Bonjour,
Voici quelques éléments de réponses parmi nos commentaires précédents:
19214 - Le film "Nosso Lar" est inspiré du livre du même nom et paru en français sous le titre "Notre demeure". J'ai seulement lu ce livre mais n'ai pas vu le film. Il en ressort que l'au-delà tel qu'il est décrit et imagé, ressemble trop à la terre comme s'il en était le calque, le double éthéré, avec des activités qui sont trop proches des nôtres pour que cette représentation puisse vraiment rendre compte de ce qu'est l'au-delà. Je crois qu'en fait, il est impossible de décrire un monde qui vibre au rythme de pensées émises, d'échanges télépathiques, avec sa densité émotionnelle, sa perception plus ou moins claire des desseins divins, sa création d'images, de musiques, dans des échanges qui créent des décors et des environnements pulsés par les pensées des esprits. L'au-delà, s'il est une réalité, c'est la réalité de pensées créatrices. Alors comment mettre tout cela en textes et en images, en traduisant ce qui n'est plus du domaine du matériel ? C'est un défi qui donnera toujours un résultat bien en dessous d'une réalité spirituelle difficile à transposer dans notre vocabulaire et dans les représentations imagées que l'on pourra tenter d'en donner.

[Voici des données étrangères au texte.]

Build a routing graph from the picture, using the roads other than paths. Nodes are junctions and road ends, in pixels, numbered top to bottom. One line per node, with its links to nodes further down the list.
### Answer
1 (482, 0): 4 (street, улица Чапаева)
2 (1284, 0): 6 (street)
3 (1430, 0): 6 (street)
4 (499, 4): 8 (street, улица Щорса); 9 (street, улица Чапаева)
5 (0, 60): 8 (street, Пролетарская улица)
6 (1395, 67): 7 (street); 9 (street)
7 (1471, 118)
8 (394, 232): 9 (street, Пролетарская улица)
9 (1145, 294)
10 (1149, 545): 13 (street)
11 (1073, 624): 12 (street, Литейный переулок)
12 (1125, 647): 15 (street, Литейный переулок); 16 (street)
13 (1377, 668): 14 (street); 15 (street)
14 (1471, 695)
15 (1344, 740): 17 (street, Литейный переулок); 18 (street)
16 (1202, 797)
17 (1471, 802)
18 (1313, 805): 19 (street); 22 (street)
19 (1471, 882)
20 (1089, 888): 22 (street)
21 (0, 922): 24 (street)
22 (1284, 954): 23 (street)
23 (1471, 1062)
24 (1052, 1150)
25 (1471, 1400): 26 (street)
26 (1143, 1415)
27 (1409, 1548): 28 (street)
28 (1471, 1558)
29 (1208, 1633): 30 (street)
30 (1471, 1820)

17720 - La traduction de ce livre est correcte, la question n'est pas là. L'étonnement à la lecture de ce livre, vient du fait que tout y est décrit comme si l'autre monde était le calque du nôtre avec son organisation et ses activités qui ressemblent un peu à la vie sur Terre. Un film vient d'être réalisé au Brésil à partir de ce récit et obtient un certain succès. Concernant quelques idées et concepts qui transparaissent dans le récit, c'est conforme à la vision spirite. Mais concernant la vie dans l'au-delà, il est évident que les choses ne se passent pas ainsi. C'est d'un réalisme beaucoup trop proche de nos réalités matérielles. Est-ce une forme de naïveté voulue par l'esprit d'André Luiz pour donner une approche plus facilement compréhensible par tous ? C'est une thèse à laquelle nous avions pensé, mais je ne crois pas cela soit suffisant pour expliquer le problème.

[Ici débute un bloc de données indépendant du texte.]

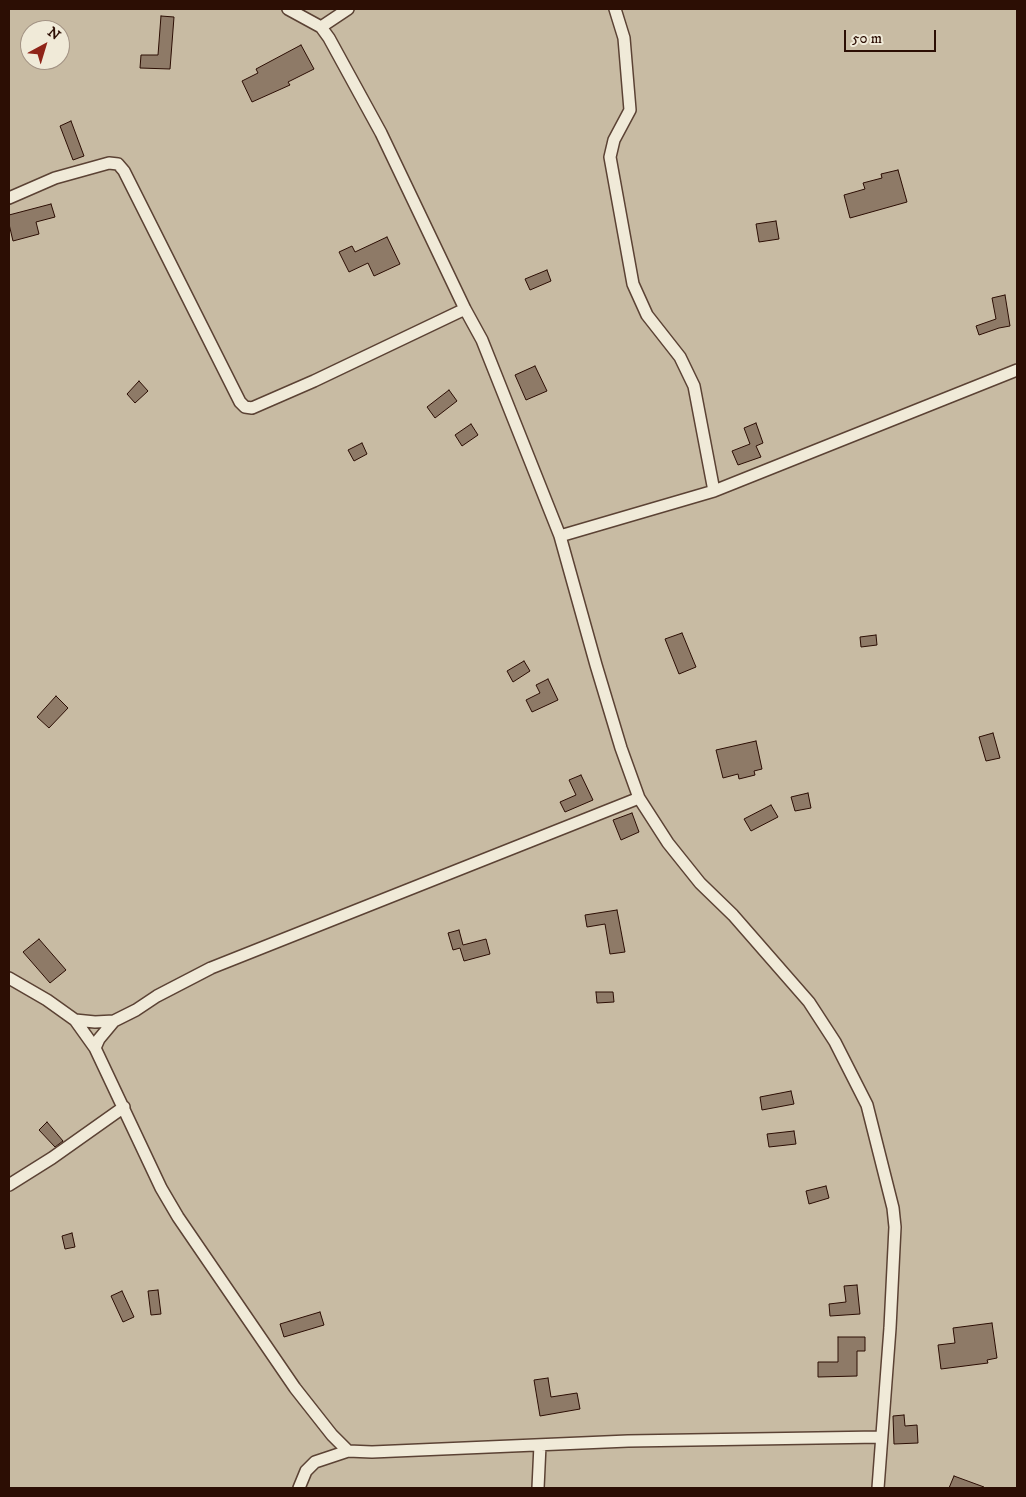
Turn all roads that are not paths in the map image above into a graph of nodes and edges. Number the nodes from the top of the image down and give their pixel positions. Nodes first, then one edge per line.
1 (288, 9) edge
2 (348, 9) edge
3 (616, 9) edge
4 (321, 26) junction
5 (9, 198) edge
6 (465, 309) junction
7 (1017, 370) edge
8 (714, 491) junction
9 (560, 536) junction
10 (639, 798) junction
11 (9, 978) edge
12 (75, 1020) junction
13 (114, 1021) junction
14 (95, 1048) junction
15 (124, 1107) junction
16 (9, 1185) edge
17 (880, 1437) junction
18 (540, 1445) junction
19 (348, 1451) junction
20 (299, 1488) edge
21 (538, 1488) edge
22 (878, 1488) edge

1 - 4 street
2 - 4 street
3 - 8 street
4 - 6 street
5 - 6 street
6 - 9 street
7 - 8 street
8 - 9 street
9 - 10 street
10 - 13 street
10 - 17 street
11 - 12 street
12 - 13 street
12 - 14 street
13 - 14 street
14 - 15 street
15 - 16 street
15 - 19 street
17 - 18 street
17 - 22 street
18 - 19 street
18 - 21 street
19 - 20 street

9336 - Non, Chico Xavier n'avait pas "trouvé le bon filon pour faire fortune", dans la mesure où il vivait très modestement et d'une façon presque monacale, reversant les produits de ses livres aux institutions humanitaires et de secours, institutions spirites caritatives, scolaires, médicales et autres, très répandues au Brésil.

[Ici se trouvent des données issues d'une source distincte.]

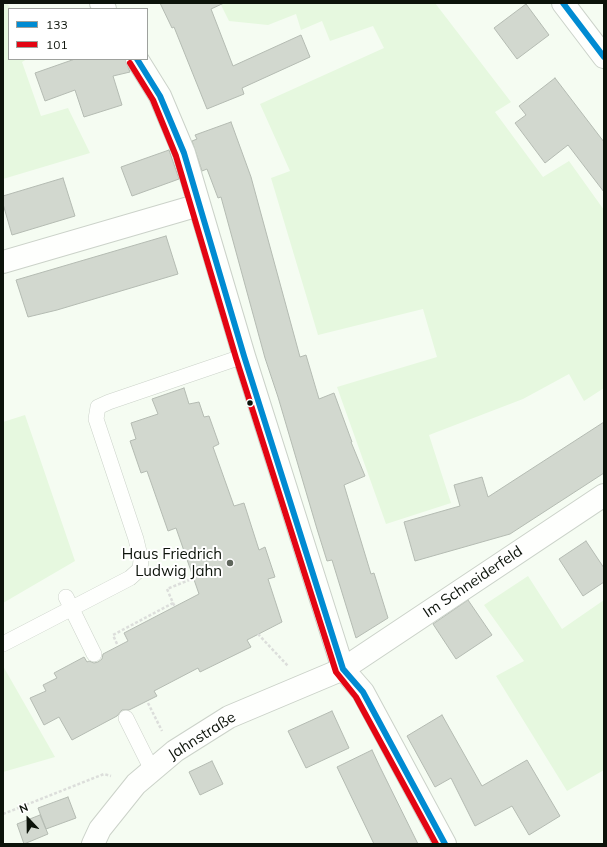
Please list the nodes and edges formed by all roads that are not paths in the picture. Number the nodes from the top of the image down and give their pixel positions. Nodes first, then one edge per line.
1 (563, 3) edge
2 (603, 55) edge
3 (138, 60) edge
4 (199, 205) junction
5 (3, 262) edge
6 (244, 356) junction
7 (604, 495) edge
8 (69, 603) junction
9 (3, 644) edge
10 (94, 654) dead end
11 (343, 669) junction
12 (126, 718) dead end
13 (152, 770) junction
14 (93, 844) edge
15 (445, 844) edge

1 - 2 street
3 - 4 street
4 - 5 street
4 - 6 street
6 - 8 lane
6 - 11 street
7 - 11 street, Im Schneiderfeld
8 - 9 lane
8 - 10 lane
11 - 13 street, Jahnstraße
11 - 15 street
12 - 13 lane
13 - 14 street, Jahnstraße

Il a effectivement écrit de nombreux ouvrages inspirés dont certains ont semble-il une bonne valeur poétique, littéraire, voire même scientifique. Mais concernant "Nosso lar", nous nous sommes fait à peu près les mêmes réflexions que vous. C'est une vision très imagée et naïve de l'au-delà, comme s'il s'agissait d'un monde parallèle presque semblable au nôtre avec son organisation et ses activités. Il y a juste quelques notions spirites de bon sens qui transparaissent dans certaines phases du récit, mais il est vrai que l'ensemble est d'une naïveté déconcertante. Chico Xavier était cependant un bon médium reconnu et admiré des spirites brésiliens, et qui dans certains cas obtenait des choses remarquables. Mais pourquoi a-t-il reçu de telles descriptions imaginaires dans ce livre ? On a pu penser parfois que ces textes étaient adaptés à une mentalité qui avait besoin d'images simples pour comprendre. Mais cet argument ne tient pas, car les Brésiliens ne sont pas plus bêtes que d'autres, et bon nombre d'entre eux d'ailleurs, se posent des questions sur ces écrits médiumniques, au même titre que vous et nous. Nous ne pourrons en dire plus concernant cet écrit, ne sachant distinguer quelle est la part médiumnique, la part d'influence d'une mentalité, d'une culture, d'un inconscient, etc.